Here are the two postings that, historically speaking, and with reference to Godwin's Law, that I took offense towards:
'In war...stuff happens'. Very true, but if we refuse to pass any kind of judgement does that mean we must also refuse to pass judgement on, say, the actions of the Einsatzgruppen during World War II - actions, remember, that were carried out with the co-operation and support of the Wehrmacht? Or does the lack of judgement apply only to actions carried out before a certain point in history? And if so, what should we take as the cut-off point? I wholly agree that we should not judge the actions of people in earlier centuries by the standards of our own time, but rather by the standards of their time. But surely, there must be some kind of judgement.- otherwise we end up with the kind of vacuous argument that says all points of view are equally valid, which clearly they are not (unless we want to argue that serial killers and paedophiles have valid points of view...points of view, certainly - but valid? I think not. Slippery slope there, folks.).'
'No, I rather think it's you who have missed the point. I am not equating Napoleon's actions with the slaughter of innocents in World War II, I am simply saying that if one is never to pass any kind of judgement on what happens in war (which has been suggested on here, though not by you, as far as I am aware), then any kind of atrocity becomes judgement-free. I was simply using the actions of the Einsatzgruppen as an example.
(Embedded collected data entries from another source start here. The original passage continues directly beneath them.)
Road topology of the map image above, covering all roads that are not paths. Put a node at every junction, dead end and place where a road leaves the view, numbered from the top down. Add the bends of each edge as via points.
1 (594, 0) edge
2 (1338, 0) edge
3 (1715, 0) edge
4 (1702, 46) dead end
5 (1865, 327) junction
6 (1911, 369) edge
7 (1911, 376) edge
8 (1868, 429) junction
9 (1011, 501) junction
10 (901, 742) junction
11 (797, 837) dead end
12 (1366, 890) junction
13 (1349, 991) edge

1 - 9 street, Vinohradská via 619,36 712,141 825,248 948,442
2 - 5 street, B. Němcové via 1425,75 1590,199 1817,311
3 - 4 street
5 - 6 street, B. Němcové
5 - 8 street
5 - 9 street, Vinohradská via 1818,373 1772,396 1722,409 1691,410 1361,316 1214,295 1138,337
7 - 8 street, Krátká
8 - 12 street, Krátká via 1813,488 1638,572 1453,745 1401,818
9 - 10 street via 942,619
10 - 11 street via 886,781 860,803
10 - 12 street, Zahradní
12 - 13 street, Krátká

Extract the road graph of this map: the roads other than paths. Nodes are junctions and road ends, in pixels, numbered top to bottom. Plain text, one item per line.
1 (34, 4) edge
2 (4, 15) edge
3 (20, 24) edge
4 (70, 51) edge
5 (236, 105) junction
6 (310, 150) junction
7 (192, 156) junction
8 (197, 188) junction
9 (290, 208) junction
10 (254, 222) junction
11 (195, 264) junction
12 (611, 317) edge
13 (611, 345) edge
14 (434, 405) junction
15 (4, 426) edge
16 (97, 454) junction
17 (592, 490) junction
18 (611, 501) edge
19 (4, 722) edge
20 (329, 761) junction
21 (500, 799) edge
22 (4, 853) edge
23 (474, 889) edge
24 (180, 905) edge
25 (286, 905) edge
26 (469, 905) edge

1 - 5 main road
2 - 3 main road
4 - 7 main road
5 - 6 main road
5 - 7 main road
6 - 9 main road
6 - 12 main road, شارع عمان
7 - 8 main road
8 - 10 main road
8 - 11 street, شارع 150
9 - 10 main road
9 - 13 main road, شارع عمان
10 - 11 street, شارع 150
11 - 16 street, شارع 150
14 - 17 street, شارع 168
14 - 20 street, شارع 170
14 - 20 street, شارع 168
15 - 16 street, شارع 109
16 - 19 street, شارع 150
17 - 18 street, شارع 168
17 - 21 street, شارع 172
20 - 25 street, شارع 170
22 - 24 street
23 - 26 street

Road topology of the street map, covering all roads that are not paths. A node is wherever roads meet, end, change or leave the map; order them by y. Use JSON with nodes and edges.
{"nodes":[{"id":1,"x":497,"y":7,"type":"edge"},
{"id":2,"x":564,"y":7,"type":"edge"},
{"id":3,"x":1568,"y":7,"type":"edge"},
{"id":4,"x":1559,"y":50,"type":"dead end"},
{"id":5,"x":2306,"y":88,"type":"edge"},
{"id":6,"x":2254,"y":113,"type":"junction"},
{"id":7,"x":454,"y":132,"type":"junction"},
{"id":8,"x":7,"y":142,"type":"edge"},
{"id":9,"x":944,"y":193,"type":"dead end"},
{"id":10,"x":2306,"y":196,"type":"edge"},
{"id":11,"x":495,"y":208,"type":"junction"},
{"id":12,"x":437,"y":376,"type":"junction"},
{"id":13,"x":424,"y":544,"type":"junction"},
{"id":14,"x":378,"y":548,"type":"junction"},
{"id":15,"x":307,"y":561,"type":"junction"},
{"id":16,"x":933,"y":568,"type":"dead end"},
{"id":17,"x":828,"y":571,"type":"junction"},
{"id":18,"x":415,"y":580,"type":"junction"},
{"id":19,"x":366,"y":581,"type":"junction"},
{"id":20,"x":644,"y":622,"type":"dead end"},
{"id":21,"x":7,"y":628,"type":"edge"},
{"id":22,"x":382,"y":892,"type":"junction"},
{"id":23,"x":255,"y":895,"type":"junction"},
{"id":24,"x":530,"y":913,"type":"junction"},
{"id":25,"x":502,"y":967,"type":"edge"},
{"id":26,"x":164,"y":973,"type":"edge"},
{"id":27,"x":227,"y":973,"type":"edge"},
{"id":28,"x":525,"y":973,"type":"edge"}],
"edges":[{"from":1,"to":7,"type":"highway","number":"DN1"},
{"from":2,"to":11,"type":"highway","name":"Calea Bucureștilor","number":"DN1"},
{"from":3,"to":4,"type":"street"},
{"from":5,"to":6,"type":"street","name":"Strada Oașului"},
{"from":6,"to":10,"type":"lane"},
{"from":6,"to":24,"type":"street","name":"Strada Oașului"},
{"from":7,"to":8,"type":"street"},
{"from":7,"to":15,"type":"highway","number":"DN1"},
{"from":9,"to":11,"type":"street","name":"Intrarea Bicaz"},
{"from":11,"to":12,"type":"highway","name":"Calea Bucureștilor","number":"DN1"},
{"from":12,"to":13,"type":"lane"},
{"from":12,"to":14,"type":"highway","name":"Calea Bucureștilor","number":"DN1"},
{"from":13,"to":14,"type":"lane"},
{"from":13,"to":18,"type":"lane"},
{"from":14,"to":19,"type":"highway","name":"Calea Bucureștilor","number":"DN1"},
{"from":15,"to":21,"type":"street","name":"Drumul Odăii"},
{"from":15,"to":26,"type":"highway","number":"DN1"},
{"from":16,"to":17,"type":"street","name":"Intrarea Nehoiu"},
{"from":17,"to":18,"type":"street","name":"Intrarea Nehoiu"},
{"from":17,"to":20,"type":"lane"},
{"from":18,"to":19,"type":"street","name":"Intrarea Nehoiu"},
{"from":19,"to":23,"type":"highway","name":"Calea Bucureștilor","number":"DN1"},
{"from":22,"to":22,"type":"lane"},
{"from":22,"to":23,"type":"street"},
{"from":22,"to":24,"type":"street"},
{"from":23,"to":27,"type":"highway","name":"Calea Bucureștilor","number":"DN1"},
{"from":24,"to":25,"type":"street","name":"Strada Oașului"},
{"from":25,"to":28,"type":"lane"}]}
There is a vast amount of difference between what happens when one is being shot at, and the deliberate murder of civilians by military authorities. Those members of the Wehrmacht who collaborated with the Einsatzgruppen were not under fire when they aided and abetted the latter. I am not passing judgement on Napoleon at all, as you will see if you actually read my post without going off half-cocked; I can accept Boney as he was, warts and all, without feeling the need to denigrate him in any way. Not all Brits view him as the Corsican Ogre!'
So, if you were not attempting to make the odious comparison, probably by inference, why bring it up at all?